What to work on - With the pictures removed, the data below must be transcribed in full and exactly.
[Records provided — start]
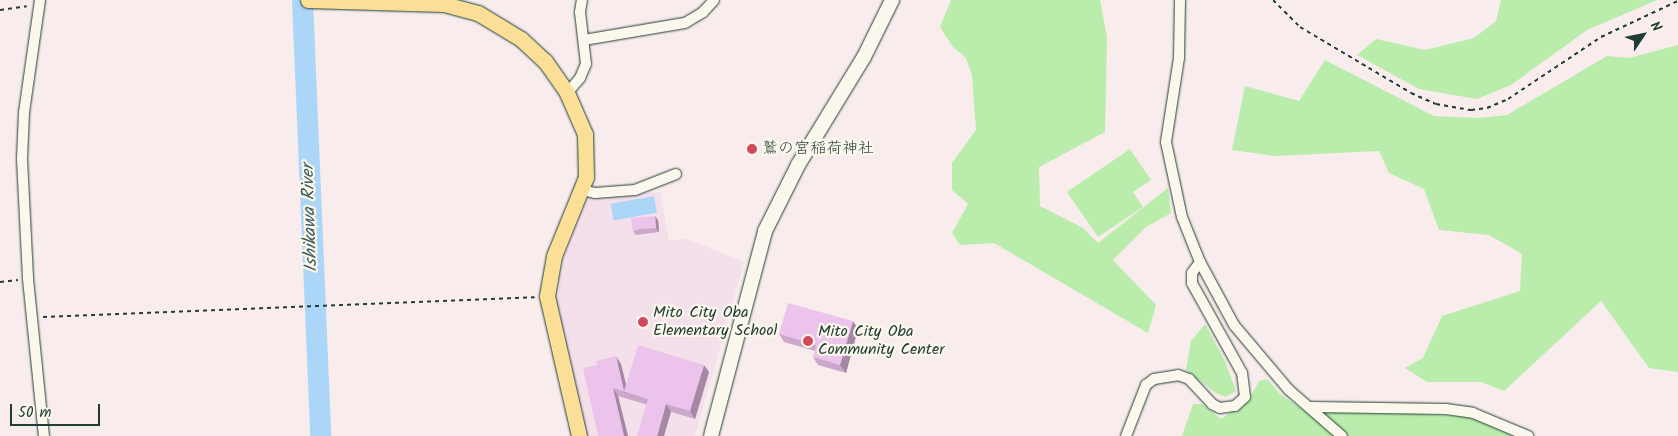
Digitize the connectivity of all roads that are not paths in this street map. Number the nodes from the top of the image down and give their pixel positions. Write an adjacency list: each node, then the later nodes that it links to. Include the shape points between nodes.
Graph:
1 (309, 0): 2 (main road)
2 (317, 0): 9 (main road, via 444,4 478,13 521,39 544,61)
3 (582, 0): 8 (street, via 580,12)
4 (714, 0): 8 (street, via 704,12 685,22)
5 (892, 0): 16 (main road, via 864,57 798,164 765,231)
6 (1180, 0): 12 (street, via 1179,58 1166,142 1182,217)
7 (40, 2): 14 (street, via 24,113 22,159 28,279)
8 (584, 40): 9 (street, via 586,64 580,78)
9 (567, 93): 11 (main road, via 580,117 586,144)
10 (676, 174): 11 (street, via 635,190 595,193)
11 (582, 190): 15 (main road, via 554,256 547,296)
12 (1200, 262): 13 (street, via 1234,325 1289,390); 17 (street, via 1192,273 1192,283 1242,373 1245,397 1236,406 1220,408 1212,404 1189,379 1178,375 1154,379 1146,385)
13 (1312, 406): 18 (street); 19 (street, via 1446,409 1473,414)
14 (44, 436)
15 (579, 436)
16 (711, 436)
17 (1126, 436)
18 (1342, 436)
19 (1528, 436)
[Records provided — finish]
Solution below -
Digitize the connectivity of all roads that are not paths in this street map. Number the nodes from the top of the image down and give their pixel positions. Write an adjacency list: each node, then the later nodes that it links to. Include the shape points between nodes.
Graph:
1 (309, 0): 2 (main road)
2 (317, 0): 9 (main road, via 444,4 478,13 521,39 544,61)
3 (582, 0): 8 (street, via 580,12)
4 (714, 0): 8 (street, via 704,12 685,22)
5 (892, 0): 16 (main road, via 864,57 798,164 765,231)
6 (1180, 0): 12 (street, via 1179,58 1166,142 1182,217)
7 (40, 2): 14 (street, via 24,113 22,159 28,279)
8 (584, 40): 9 (street, via 586,64 580,78)
9 (567, 93): 11 (main road, via 580,117 586,144)
10 (676, 174): 11 (street, via 635,190 595,193)
11 (582, 190): 15 (main road, via 554,256 547,296)
12 (1200, 262): 13 (street, via 1234,325 1289,390); 17 (street, via 1192,273 1192,283 1242,373 1245,397 1236,406 1220,408 1212,404 1189,379 1178,375 1154,379 1146,385)
13 (1312, 406): 18 (street); 19 (street, via 1446,409 1473,414)
14 (44, 436)
15 (579, 436)
16 (711, 436)
17 (1126, 436)
18 (1342, 436)
19 (1528, 436)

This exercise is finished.